Quant aux achats, afin de répondre au besoin de décarbonation, Elisa Badessi parle “d’une logique de réduction à suivre, en trois temps”. Le premier temps questionnera le véritable besoin de ces intrants. Pour ensuite penser une démarche d’optimisation “en mutualisant et en rationnalisant” les besoins matériels. Et enfin, troisième et dernier temps, de réfléchir à des alternatives plus vertueuses pour les besoins ne pouvant pas être substitués.
L’intelligence collective, une monnaie des plus importantes dans la transition
L’annonce de la réduction du budget alloué aux Sports par le Gouvernement français a fait couler beaucoup d’encre. Le risque est – entre autres – que cette baisse ralentisse la nécessaire transition écologique du sport.
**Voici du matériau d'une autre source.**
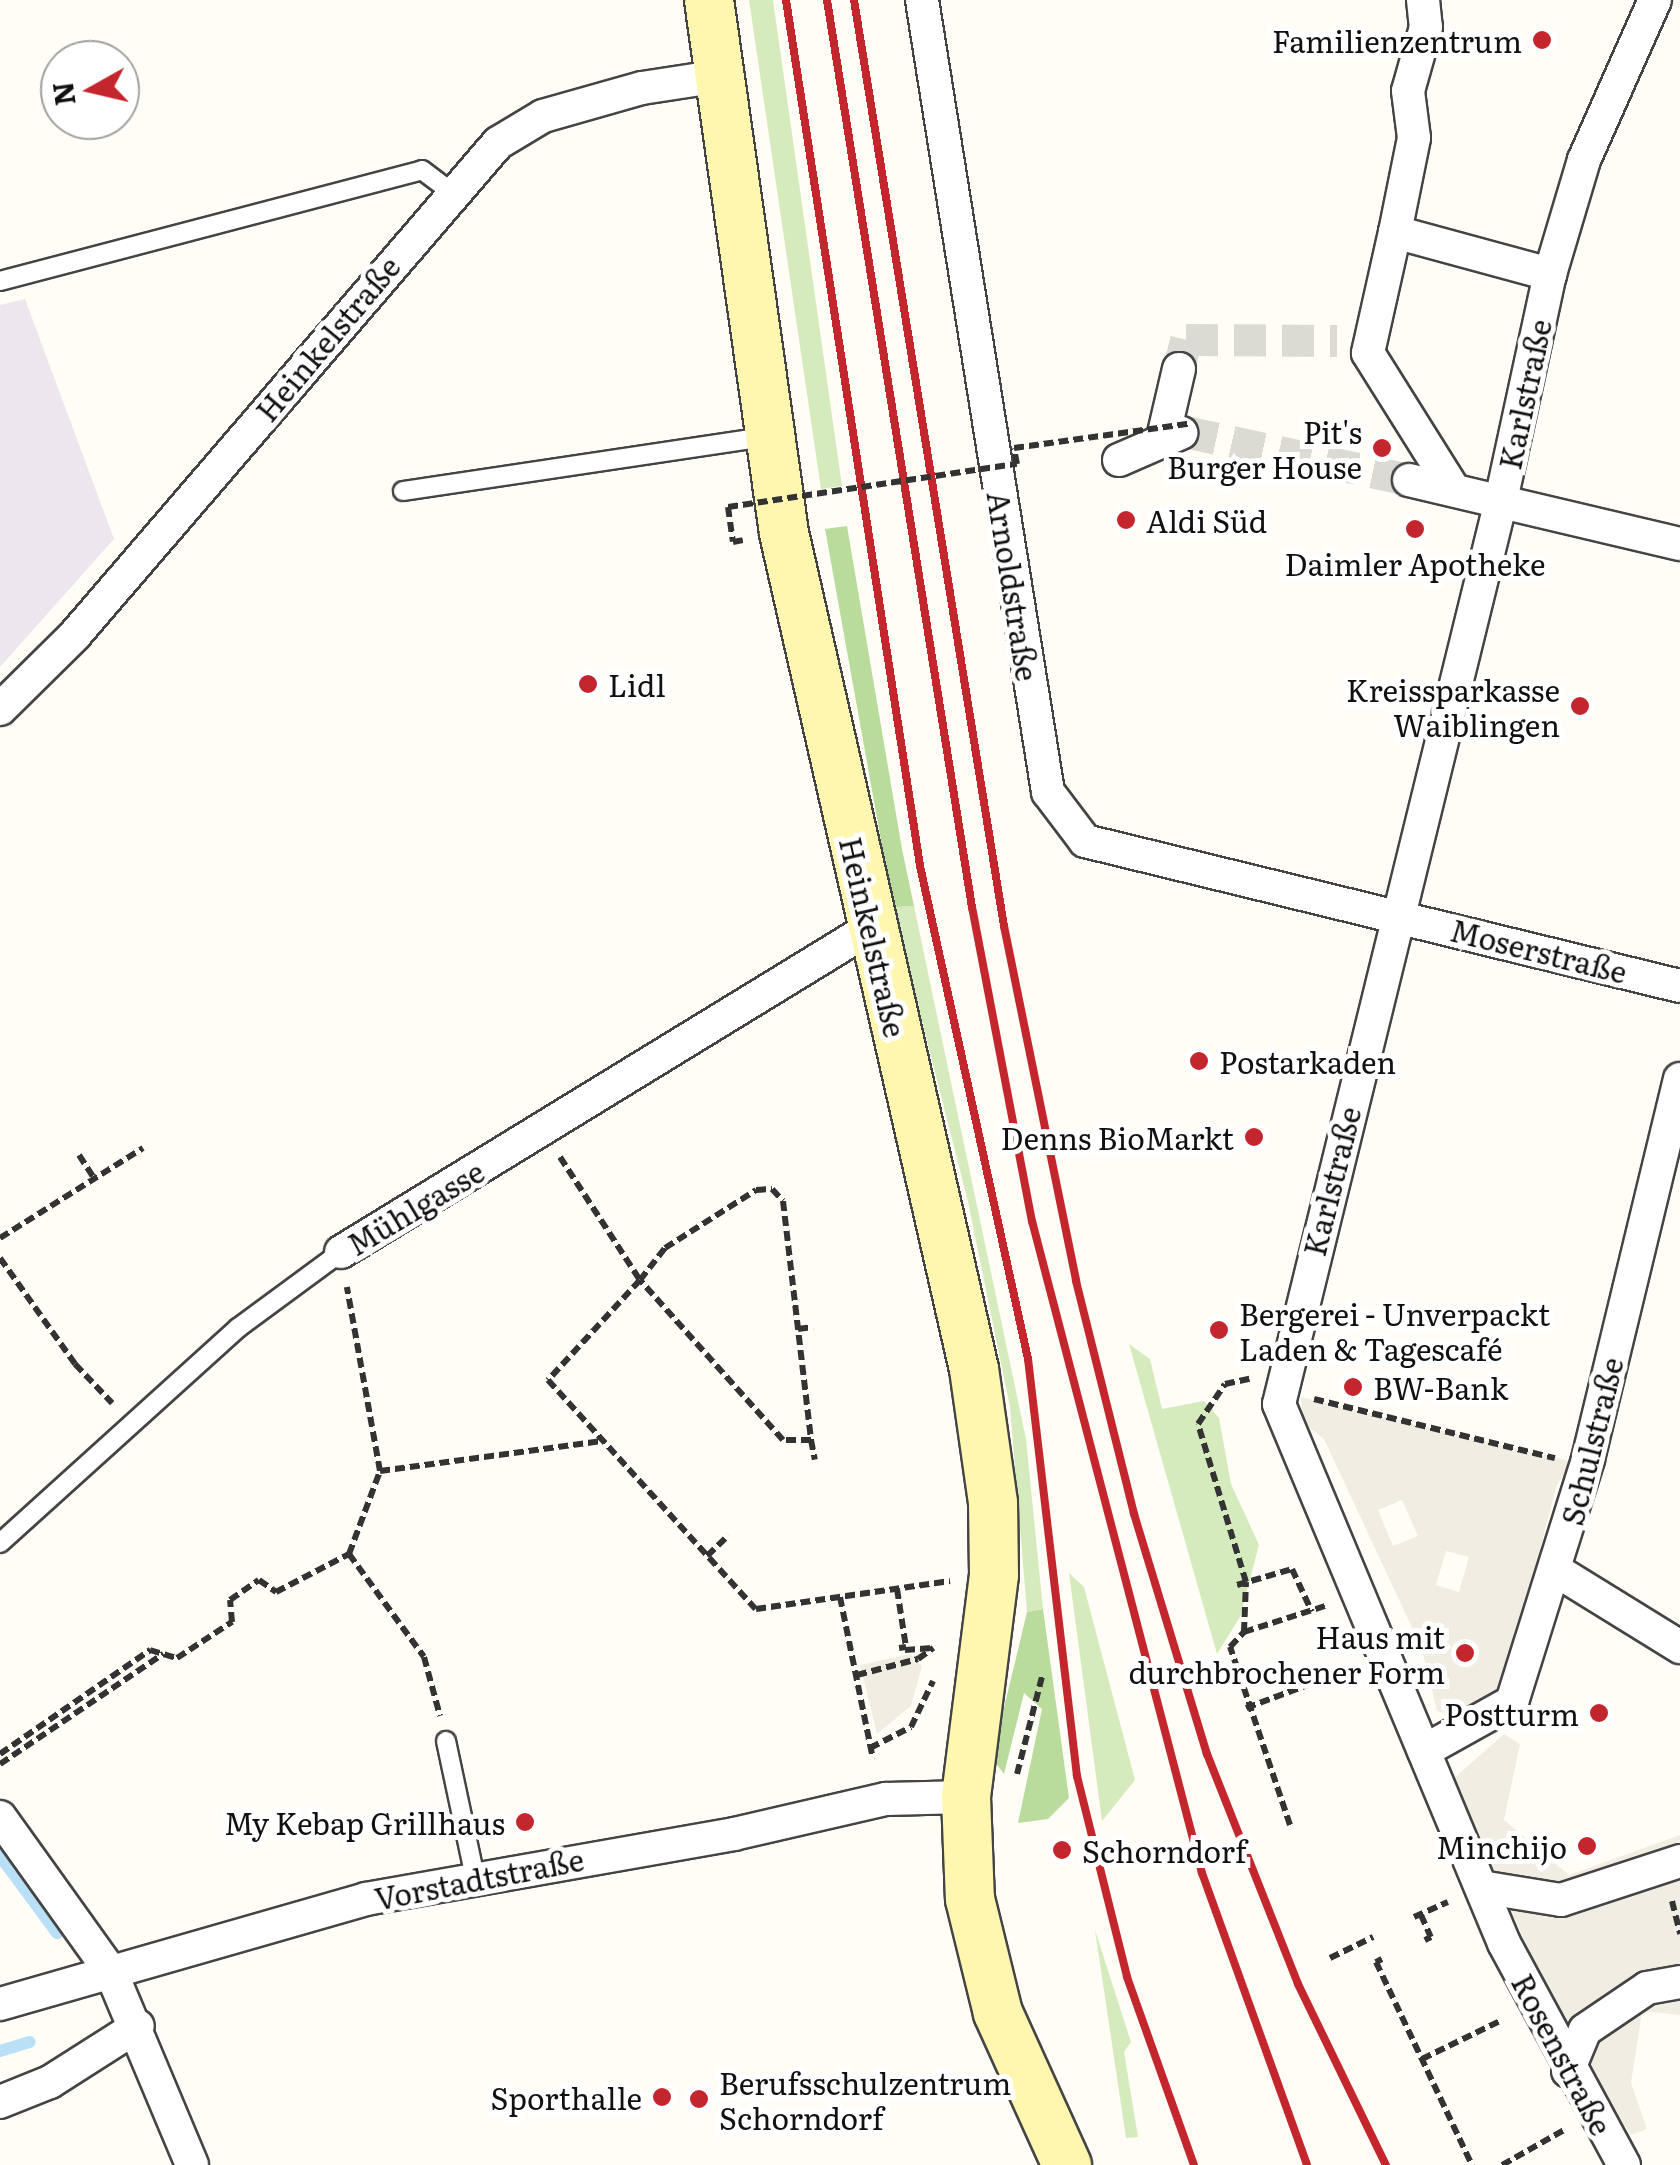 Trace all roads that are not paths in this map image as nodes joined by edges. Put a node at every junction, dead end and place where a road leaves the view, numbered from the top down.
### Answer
1 (709, 0) edge
2 (922, 0) edge
3 (1423, 0) edge
4 (1655, 0) edge
5 (720, 76) junction
6 (451, 192) junction
7 (1395, 232) junction
8 (1550, 274) junction
9 (0, 281) edge
10 (1179, 369) tunnel mouth
11 (770, 436) junction
12 (1119, 460) dead end
13 (1410, 480) tunnel mouth
14 (1454, 490) junction
15 (403, 491) dead end
16 (1500, 505) junction
17 (1680, 544) edge
18 (0, 708) edge
19 (1399, 915) junction
20 (872, 927) junction
21 (1680, 986) edge
22 (1680, 1079) edge
23 (340, 1252) joint
24 (0, 1543) edge
25 (1556, 1571) junction
26 (1680, 1647) edge
27 (446, 1741) road end
28 (1424, 1751) junction
29 (966, 1797) junction
30 (0, 1817) edge
31 (1680, 1862) edge
32 (475, 1878) junction
33 (1481, 1887) junction
34 (1504, 1942) joint
35 (111, 1972) junction
36 (1680, 1982) edge
37 (0, 2004) edge
38 (138, 2026) junction
39 (1568, 2071) junction
40 (0, 2102) edge
41 (192, 2165) edge
42 (1067, 2165) edge
43 (1624, 2165) edge

1 - 5 street, Heinkelstraße
2 - 19 street, Arnoldstraße
3 - 7 street
4 - 8 street, Karlstraße
5 - 6 street, Heinkelstraße
5 - 11 street, Heinkelstraße
6 - 9 lane
6 - 18 street, Heinkelstraße
7 - 8 street
7 - 14 street
8 - 16 street, Karlstraße
10 - 12 street
11 - 15 lane
11 - 20 street, Heinkelstraße
13 - 14 street
14 - 16 street
16 - 17 street
16 - 19 street, Karlstraße
19 - 21 street, Moserstraße
19 - 28 street, Karlstraße
20 - 23 street, Mühlgasse
20 - 29 street, Heinkelstraße
22 - 25 street, Schulstraße
23 - 24 lane, Mühlgasse
25 - 26 street
25 - 28 street, Schulstraße
27 - 32 lane
28 - 33 street, Karlstraße
29 - 32 street, Vorstadtstraße
29 - 42 street, Heinkelstraße
30 - 35 street
31 - 33 street
32 - 35 street, Vorstadtstraße
33 - 34 street, Karlstraße
34 - 39 street, Rosenstraße
35 - 37 street, Vorstadtstraße
35 - 38 street
36 - 39 street
38 - 40 street
38 - 41 street
39 - 43 street, Rosenstraße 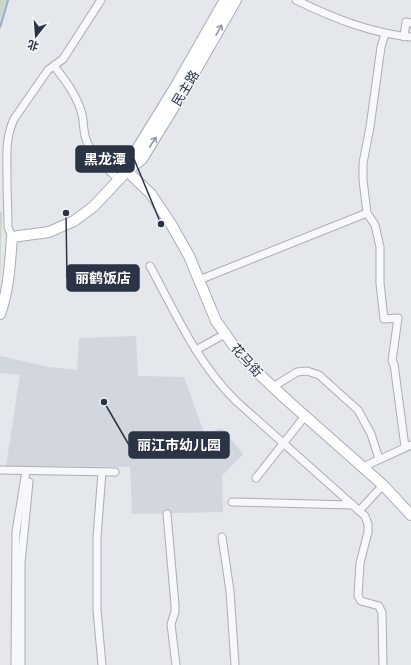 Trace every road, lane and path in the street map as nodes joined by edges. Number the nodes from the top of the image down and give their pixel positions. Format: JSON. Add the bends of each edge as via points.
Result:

La Fédération Française de Handball s’était d’ailleurs mobilisée contre cette coupe budgétaire, laquelle soulève une contradiction majeure, selon Grégory Pradier, son directeur de l’administration générale et des salariés. “Ce qui est contrasté, c’est le fait de dire que le sport a des vertus, comme cela a été crié haut et fort en 2024, et de réduire son budget alors même qu’il y a un enjeu de santé publique, qui coûte bien plus cher à moyen et long terme“, argumente t-il, en distinguant bien la suppression des lignes budgétaires consacrées aux Jeux olympiques de Paris, de celles qui concernent des budgets qui n’y sont pas liés, et qui sont également réduits.
Si ces financements sont nécessaires à la transition des fédérations, dont celle de handball, Elisa Badessi rappelle tout de même qu’ils sont seulement “une partie de la question, mais tout n’est pas lié à l’argent. Notre démarche nécessite plutôt du temps, des ressources humaines et de l’énergie que de l’argent.” Ainsi, la FFHandball en appelle à l’engagement de nouveaux bénévoles, notamment des jeunes, qui sont des relais-clefs dans les différents strates de la fédération.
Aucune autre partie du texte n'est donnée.